=== Task to complete ===
Show the lines below where "Road" occurs.

Stored data:
◆ ◆ ◆ ◆

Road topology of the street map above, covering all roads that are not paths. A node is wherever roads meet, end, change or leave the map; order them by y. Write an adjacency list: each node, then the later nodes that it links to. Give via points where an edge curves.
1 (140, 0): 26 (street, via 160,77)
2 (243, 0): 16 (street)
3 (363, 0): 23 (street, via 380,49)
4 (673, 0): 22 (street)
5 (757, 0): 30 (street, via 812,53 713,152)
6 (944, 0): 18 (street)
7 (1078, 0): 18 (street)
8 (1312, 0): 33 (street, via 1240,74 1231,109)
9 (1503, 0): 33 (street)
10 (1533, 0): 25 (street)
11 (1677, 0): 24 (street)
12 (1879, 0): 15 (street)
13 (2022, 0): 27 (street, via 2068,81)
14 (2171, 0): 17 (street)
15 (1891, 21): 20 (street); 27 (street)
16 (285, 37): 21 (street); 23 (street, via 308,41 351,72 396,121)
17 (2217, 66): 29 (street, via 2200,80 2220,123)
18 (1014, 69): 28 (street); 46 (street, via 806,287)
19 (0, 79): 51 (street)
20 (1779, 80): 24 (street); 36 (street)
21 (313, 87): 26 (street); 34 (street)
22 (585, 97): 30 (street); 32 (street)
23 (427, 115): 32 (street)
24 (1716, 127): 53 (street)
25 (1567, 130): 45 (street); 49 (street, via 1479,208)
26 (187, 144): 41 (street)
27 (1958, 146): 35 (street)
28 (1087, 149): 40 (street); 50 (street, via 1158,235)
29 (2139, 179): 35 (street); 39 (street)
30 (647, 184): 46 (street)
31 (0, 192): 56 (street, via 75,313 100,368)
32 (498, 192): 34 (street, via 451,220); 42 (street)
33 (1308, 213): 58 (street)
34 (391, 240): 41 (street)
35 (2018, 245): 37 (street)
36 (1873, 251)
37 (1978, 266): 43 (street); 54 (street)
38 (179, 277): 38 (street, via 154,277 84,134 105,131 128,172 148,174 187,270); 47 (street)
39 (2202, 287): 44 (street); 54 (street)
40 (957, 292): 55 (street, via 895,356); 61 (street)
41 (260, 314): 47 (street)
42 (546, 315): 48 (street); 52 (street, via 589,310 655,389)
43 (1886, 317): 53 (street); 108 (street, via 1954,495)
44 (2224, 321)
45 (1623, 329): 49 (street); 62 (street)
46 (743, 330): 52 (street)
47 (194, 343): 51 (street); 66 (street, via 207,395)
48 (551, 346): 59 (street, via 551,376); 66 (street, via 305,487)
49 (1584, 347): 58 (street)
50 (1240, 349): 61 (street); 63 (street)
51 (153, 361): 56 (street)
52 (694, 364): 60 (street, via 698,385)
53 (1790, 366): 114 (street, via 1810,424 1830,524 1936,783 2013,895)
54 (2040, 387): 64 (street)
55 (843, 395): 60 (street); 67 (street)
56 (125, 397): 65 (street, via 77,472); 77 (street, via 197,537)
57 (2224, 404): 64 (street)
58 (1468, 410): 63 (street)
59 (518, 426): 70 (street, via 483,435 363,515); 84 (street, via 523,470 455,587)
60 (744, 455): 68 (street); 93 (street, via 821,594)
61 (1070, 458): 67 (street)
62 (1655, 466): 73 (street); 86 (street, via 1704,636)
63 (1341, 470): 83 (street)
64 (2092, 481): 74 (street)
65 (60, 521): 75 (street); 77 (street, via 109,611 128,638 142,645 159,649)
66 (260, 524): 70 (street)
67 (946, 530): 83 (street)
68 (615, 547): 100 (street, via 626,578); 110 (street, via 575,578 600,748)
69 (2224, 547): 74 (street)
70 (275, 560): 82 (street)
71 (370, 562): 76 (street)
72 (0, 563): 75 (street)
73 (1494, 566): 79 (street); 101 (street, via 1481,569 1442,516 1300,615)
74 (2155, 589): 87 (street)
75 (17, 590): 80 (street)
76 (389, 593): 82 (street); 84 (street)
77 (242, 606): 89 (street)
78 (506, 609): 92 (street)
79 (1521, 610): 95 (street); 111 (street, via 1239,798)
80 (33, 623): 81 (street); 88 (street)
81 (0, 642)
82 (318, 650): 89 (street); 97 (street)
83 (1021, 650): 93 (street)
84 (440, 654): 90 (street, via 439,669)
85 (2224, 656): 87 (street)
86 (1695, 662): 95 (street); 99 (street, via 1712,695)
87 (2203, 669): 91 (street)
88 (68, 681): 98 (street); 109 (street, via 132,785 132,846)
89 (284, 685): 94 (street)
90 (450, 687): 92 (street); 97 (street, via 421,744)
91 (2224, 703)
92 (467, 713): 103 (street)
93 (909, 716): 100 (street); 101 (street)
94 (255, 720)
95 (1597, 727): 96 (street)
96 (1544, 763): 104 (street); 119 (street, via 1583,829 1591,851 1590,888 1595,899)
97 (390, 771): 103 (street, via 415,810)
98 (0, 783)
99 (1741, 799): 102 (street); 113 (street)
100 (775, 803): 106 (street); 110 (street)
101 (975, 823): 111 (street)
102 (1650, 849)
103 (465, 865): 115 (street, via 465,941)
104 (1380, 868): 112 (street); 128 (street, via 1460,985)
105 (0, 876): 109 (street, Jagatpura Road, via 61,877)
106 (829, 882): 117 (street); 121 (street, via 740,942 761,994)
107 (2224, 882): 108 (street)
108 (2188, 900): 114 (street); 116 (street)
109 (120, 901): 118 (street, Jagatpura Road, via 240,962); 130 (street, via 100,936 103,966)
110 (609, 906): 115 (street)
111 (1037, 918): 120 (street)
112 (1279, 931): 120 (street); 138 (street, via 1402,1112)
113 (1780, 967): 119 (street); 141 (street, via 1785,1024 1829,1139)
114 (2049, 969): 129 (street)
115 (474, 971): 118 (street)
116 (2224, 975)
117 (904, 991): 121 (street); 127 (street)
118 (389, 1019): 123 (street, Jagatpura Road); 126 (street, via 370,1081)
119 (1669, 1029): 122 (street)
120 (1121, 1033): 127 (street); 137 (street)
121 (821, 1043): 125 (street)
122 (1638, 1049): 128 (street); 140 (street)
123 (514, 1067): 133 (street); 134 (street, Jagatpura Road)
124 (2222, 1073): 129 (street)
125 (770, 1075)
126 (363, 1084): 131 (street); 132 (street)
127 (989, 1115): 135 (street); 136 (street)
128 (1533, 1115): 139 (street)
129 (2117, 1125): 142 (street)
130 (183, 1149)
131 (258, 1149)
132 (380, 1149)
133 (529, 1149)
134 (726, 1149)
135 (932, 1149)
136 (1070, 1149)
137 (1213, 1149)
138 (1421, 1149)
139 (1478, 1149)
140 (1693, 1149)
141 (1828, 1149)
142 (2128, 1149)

◆ ◆ ◆ ◆

=== Expected output ===
Road topology of the street map above, covering all roads that are not paths. A node is wherever roads meet, end, change or leave the map; order them by y. Write an adjacency list: each node, then the later nodes that it links to. Give via points where an edge curves.
105 (0, 876): 109 (street, Jagatpura Road, via 61,877)
109 (120, 901): 118 (street, Jagatpura Road, via 240,962); 130 (street, via 100,936 103,966)
118 (389, 1019): 123 (street, Jagatpura Road); 126 (street, via 370,1081)
123 (514, 1067): 133 (street); 134 (street, Jagatpura Road)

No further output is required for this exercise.